======== Data to process ========
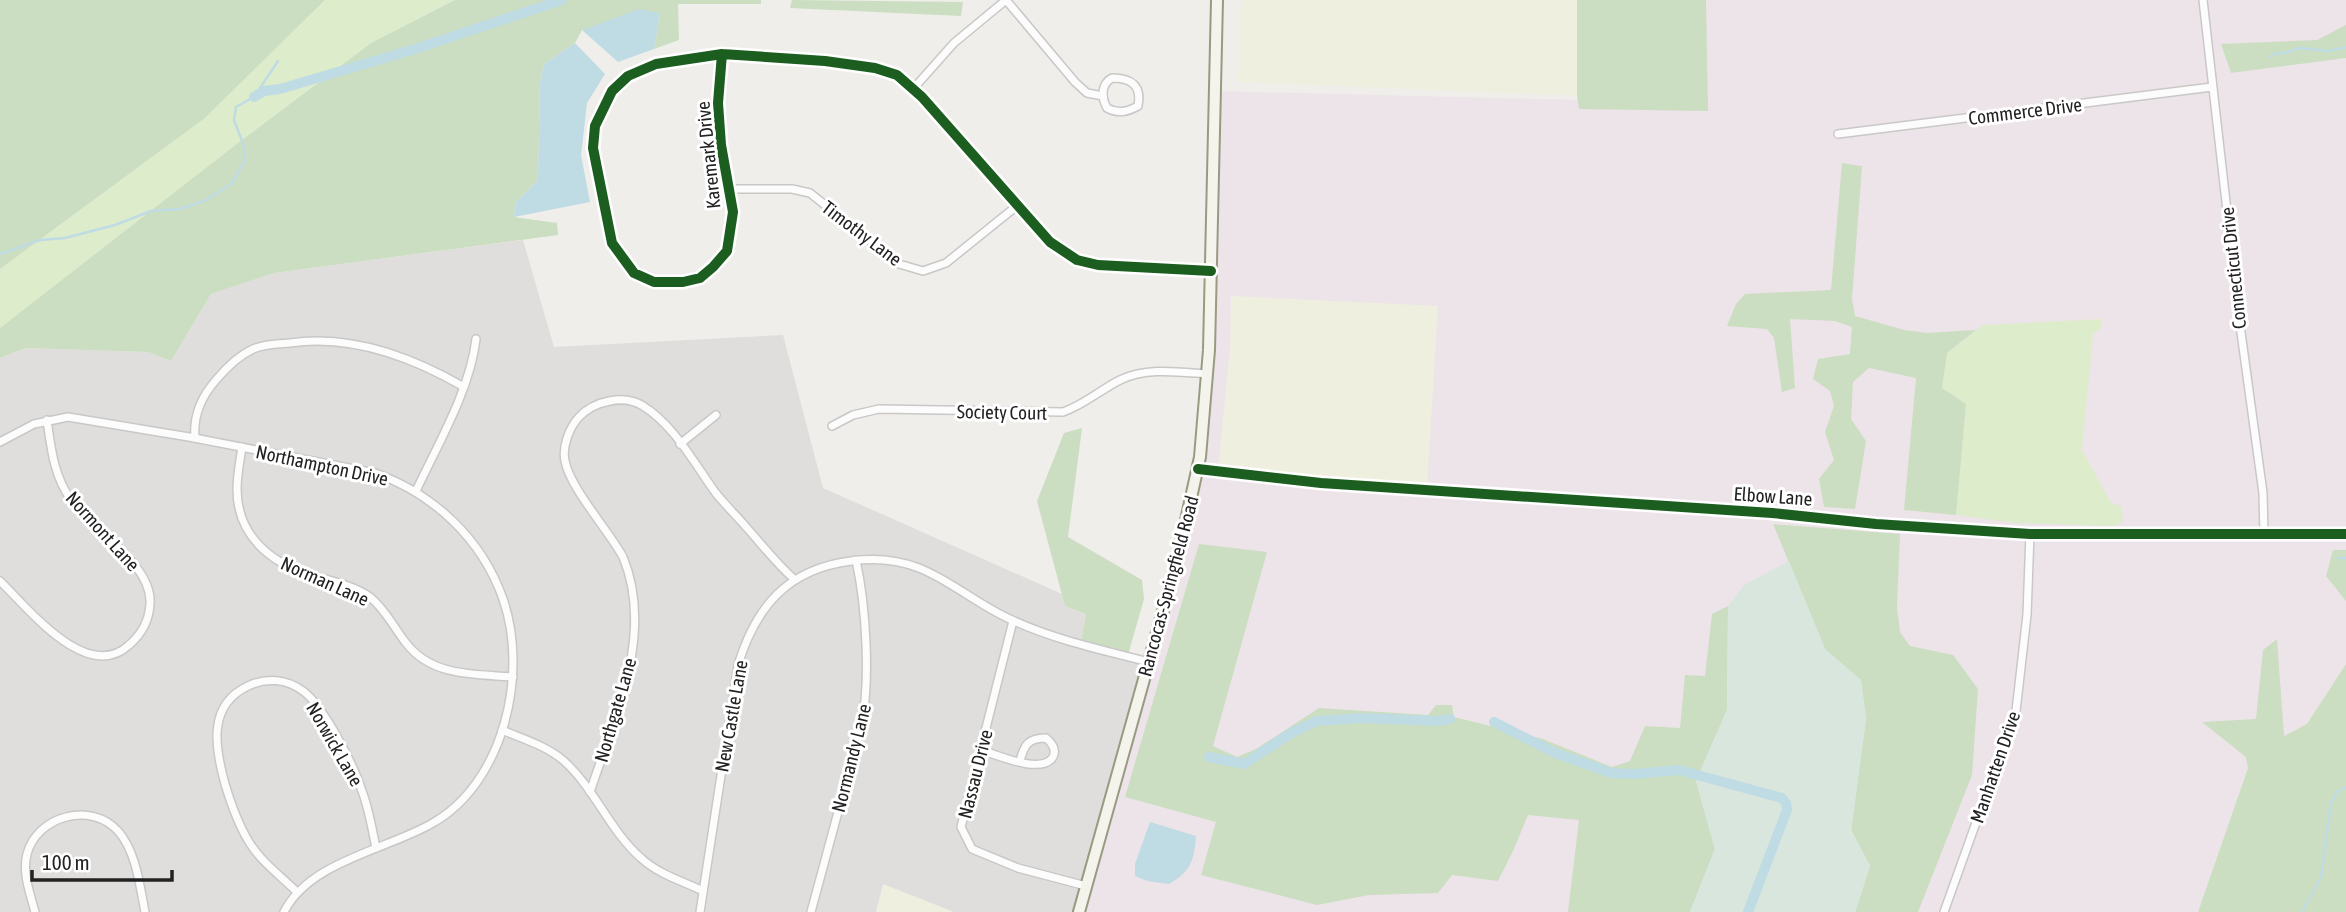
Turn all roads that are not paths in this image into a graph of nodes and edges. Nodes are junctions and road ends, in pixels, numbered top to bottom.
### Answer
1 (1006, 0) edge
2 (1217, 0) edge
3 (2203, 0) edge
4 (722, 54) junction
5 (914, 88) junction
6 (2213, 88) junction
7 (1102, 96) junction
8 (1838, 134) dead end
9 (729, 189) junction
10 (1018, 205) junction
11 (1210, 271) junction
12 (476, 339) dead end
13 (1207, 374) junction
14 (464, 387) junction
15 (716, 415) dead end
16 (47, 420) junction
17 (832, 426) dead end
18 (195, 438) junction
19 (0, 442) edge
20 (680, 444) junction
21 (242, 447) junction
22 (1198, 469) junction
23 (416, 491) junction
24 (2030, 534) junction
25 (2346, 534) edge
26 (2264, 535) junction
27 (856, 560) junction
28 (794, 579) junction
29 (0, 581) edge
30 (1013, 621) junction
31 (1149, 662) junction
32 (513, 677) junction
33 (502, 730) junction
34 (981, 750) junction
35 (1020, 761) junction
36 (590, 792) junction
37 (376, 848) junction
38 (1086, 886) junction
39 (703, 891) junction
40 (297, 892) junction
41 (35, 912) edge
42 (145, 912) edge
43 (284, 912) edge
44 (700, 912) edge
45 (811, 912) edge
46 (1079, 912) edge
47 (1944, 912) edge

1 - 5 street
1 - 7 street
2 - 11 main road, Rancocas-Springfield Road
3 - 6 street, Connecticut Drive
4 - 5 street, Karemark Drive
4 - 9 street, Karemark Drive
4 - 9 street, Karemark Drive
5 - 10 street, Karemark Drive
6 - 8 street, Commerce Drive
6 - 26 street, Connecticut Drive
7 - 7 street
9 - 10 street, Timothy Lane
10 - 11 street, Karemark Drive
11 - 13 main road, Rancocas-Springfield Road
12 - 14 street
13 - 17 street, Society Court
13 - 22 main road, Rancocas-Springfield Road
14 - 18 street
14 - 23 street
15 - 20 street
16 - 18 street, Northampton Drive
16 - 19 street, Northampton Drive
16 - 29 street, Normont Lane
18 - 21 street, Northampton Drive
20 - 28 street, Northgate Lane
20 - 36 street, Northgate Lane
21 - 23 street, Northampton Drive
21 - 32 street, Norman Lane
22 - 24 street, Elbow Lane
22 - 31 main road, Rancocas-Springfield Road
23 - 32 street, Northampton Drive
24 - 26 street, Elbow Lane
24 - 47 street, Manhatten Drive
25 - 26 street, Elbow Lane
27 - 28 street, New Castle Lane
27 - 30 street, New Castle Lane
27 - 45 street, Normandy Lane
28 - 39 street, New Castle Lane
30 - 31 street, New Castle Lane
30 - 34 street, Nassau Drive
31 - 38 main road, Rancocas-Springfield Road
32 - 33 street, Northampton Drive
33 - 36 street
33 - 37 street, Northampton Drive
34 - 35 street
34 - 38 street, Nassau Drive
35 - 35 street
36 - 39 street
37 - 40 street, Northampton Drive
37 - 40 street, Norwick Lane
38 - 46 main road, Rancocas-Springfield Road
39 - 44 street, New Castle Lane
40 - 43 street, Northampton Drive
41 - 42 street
========
- **Exercise goal**:
If a line in the records above contains "Connecticut", copy that line.

- **Worked solution**:
3 - 6 street, Connecticut Drive
6 - 26 street, Connecticut Drive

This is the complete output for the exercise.